It has been just revealed that the estate of bankrupt crypto exchange FTX has staked more than $144 M in Solana. Check out the latest reports about this below.
FTX has just staked more than $144 million in SOL
As the crypto exchange FTX undergoes bankruptcy proceedings, its estate has been discovered staking over $144 million worth of Solana (SOL), a rival cryptocurrency to Ethereum (ETH).
The address linked to FTX and its trading arm, Alameda Research, recently created a stake of 5,546,217.04 SOL tokens, according to blockchain explorer SolanaFM.
On-chain researcher Ashpool analyzed the stake and found that FTX staked all of the tokens through Figment, a digital asset staking service designed for institutional investors.
Figment also facilitates staking for other firms such as Robinhood, Binance.US and Anchorage Digital.
Stakers on Solana are currently earning around 7% APY (annual percentage yield) depending on the staking platform, and rewards are distributed every two to three days.
The FTX estate currently holds around $1 billion worth of Solana. However, most of it is locked up until 2028 as part of the vesting schedule agreement.

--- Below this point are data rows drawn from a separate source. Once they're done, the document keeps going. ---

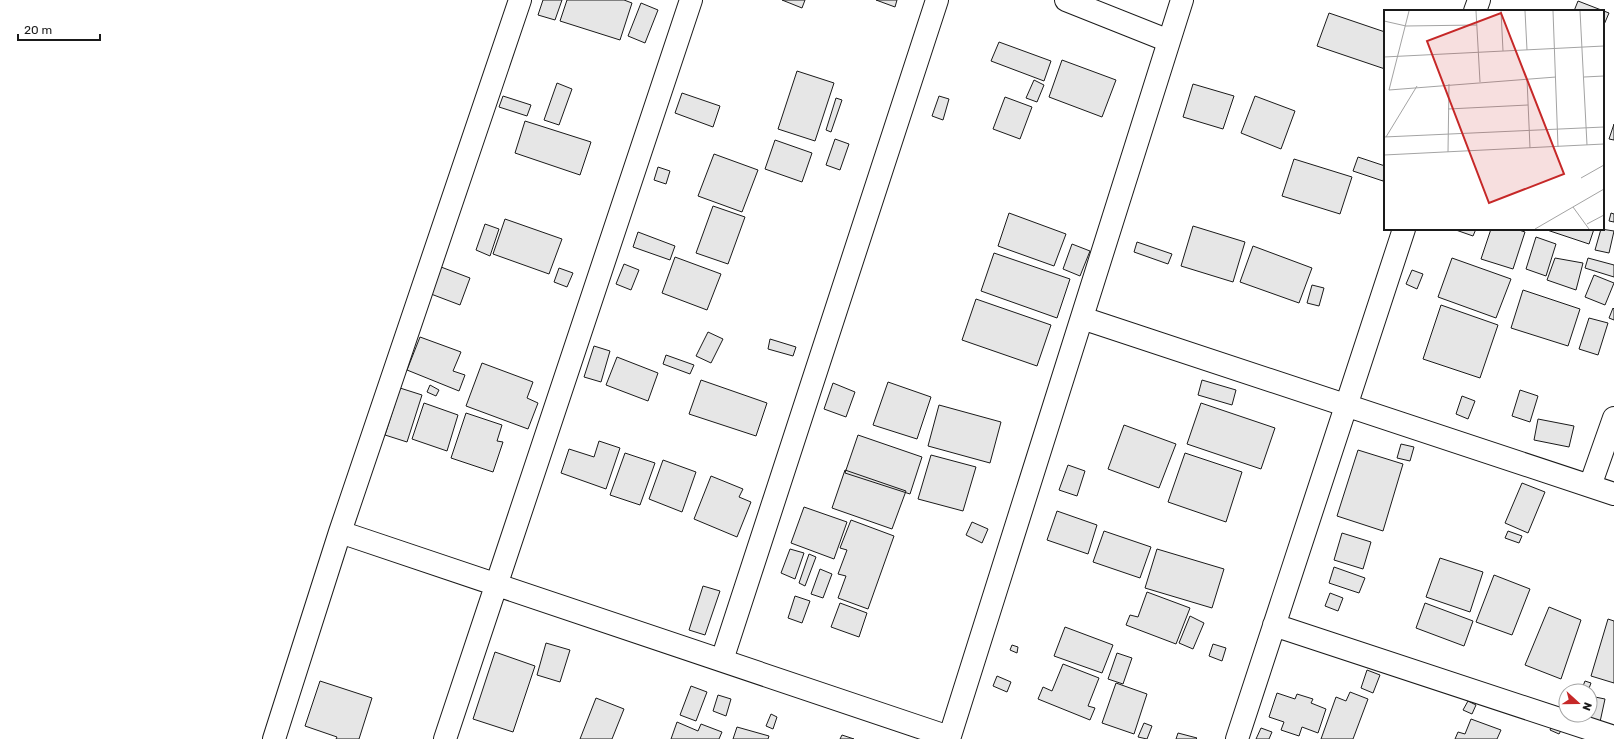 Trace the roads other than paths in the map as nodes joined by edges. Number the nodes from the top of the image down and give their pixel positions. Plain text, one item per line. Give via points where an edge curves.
1 (520, 0) edge
2 (691, 0) edge
3 (937, 0) edge
4 (1066, 0) edge
5 (1182, 0) edge
6 (1478, 0) edge
7 (1475, 10) edge
8 (1169, 41) junction
9 (1404, 230) edge
10 (1082, 318) junction
11 (1346, 406) junction
12 (1614, 418) edge
13 (1590, 486) junction
14 (1614, 494) edge
15 (340, 532) junction
16 (497, 584) junction
17 (1274, 625) junction
18 (722, 660) junction
19 (1614, 737) edge
20 (949, 738) edge
21 (274, 739) edge
22 (446, 739) edge
23 (1237, 739) edge

1 - 15 street
2 - 16 street
3 - 18 street
4 - 8 street
5 - 8 street
6 - 7 street
8 - 10 street
9 - 11 street
10 - 11 street
10 - 20 street
11 - 13 street
11 - 17 street
12 - 13 street
13 - 14 street
15 - 16 street
15 - 21 street
16 - 18 street
16 - 22 street
17 - 19 street
17 - 23 street
18 - 20 street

Anatoly Yakovenko, the co-creator of Solana, expressed his preference for FTX’s SOL tokens to be given directly to the exchange’s customers as part of a compensation plan.
He believes that the distribution of SOL to all FTX customers would be the best decision.
According to Yakovenko, distributing it to five million users would benefit the network in the long term and be a win-win situation for all parties involved.
He also stated that it would have been a faster and less complicated process if everything was just split evenly across all the users and let each user decide what to do.
As you probably know by now, FTX has been making headlines for a really long time and it seems that all kinds of new reports are getting out, surrounding the firm.